Ego business aside...
It appears that Wolfram has not made too many friends due to a perception that he is an egomaniac. Well, egos happen. For an example in the tech world, consider: does anyone actually "like" Larry Ellison? The question seems irrelevant to me, especially when one considers that many important and/or influential thinkers have boasted notably unpleasant egos (e.g. Nietzsche, B. Russell, and almost any 20th century philosopher). One can forgive or hate, or better yet, laugh that aspect off, and then move on.
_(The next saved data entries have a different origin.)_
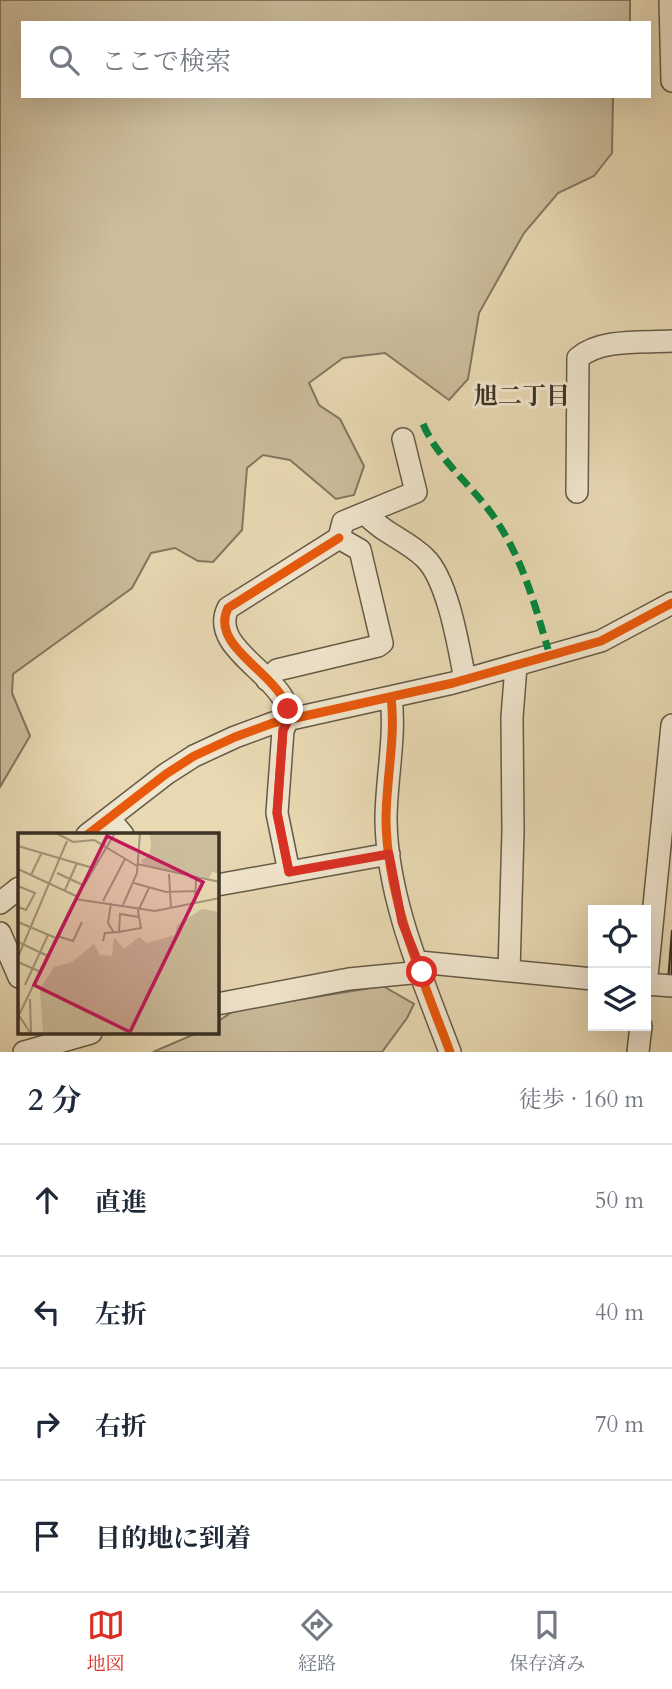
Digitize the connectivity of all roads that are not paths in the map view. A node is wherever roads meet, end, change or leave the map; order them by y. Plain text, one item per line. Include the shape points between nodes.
1 (670, 0) edge
2 (672, 82) edge
3 (672, 341) edge
4 (403, 439) dead end
5 (577, 492) dead end
6 (365, 513) junction
7 (339, 538) junction
8 (672, 603) edge
9 (516, 666) junction
10 (267, 680) junction
11 (465, 680) junction
12 (391, 697) junction
13 (289, 719) junction
14 (672, 725) edge
15 (109, 818) junction
16 (667, 827) edge
17 (90, 833) edge
18 (121, 833) edge
19 (389, 854) junction
20 (289, 872) junction
21 (219, 886) edge
22 (18, 889) edge
23 (0, 903) edge
24 (0, 933) edge
25 (421, 967) junction
26 (648, 968) edge
27 (509, 971) junction
28 (18, 975) edge
29 (588, 979) edge
30 (651, 985) edge
31 (672, 986) edge
32 (219, 1004) edge
33 (640, 1031) edge
34 (82, 1034) edge
35 (45, 1038) edge
36 (24, 1052) edge
37 (450, 1052) edge
38 (638, 1052) edge

1 - 2 street
3 - 5 street via 614,344 579,358
4 - 6 street via 416,492
6 - 7 street via 343,522
6 - 11 street via 426,558 448,600
7 - 10 street via 228,608 223,619 225,635
7 - 10 street via 360,550 382,642 277,670
8 - 9 street via 601,641
9 - 11 street
9 - 27 street
10 - 13 street via 286,703
11 - 12 street
12 - 13 street
12 - 19 street
13 - 15 street via 194,756
13 - 20 street via 283,730 277,813
14 - 16 street
15 - 17 street
15 - 18 street
16 - 26 street
19 - 20 street
19 - 25 street via 402,922
20 - 21 street
22 - 23 street
24 - 28 street
25 - 27 street
25 - 32 street
25 - 37 street
27 - 29 street
30 - 31 street
33 - 38 street
34 - 35 street
35 - 36 street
I appreciated Greg Fawcett's perceptive comments, but would like to suggest that Wolfram may have suggested metaphysical, or maybe even mystical, properties to the results of his testing, but "supernatural" is stretching a bit what I think he was up to. Rather, I think that he was trying to demonstrate through lots of visual examples the interesting philosophical implications of a primitive concept: tremendous complexity can be generated from a remarkably simple algorithm. This may of course be second nature for a mathematician (not me) to understand, but it's a concept that I think is little appreciated in typical thinking about our universe; that is, a teleological view is completely unnecessary, and that the idea of a grand goal or a complex design as the foundation of our everyday reality is not only unnecessary but superfluous. I'm willing to accept that maybe this is an obvious, banal observation, but if so, I would greatly appreciate that someone spread the word to the billions of people who seem to think that an omniscient sky-god has set everything in motion to fulfill his mysterious purpose, or that we're all part of some amazing fuzzy universal-consciousness grand plan that will be revealed in all of its crystal clarity one day.
Concluding thoughts, if Wolfram at least managed to introduce some interesting ways of looking at things from a different perspective, NKS was successful. A great thinker and guru for the ages? Probably not. Creepy guy? Arguably yes. But I still think he has made a worthwhile contribution to modern thought.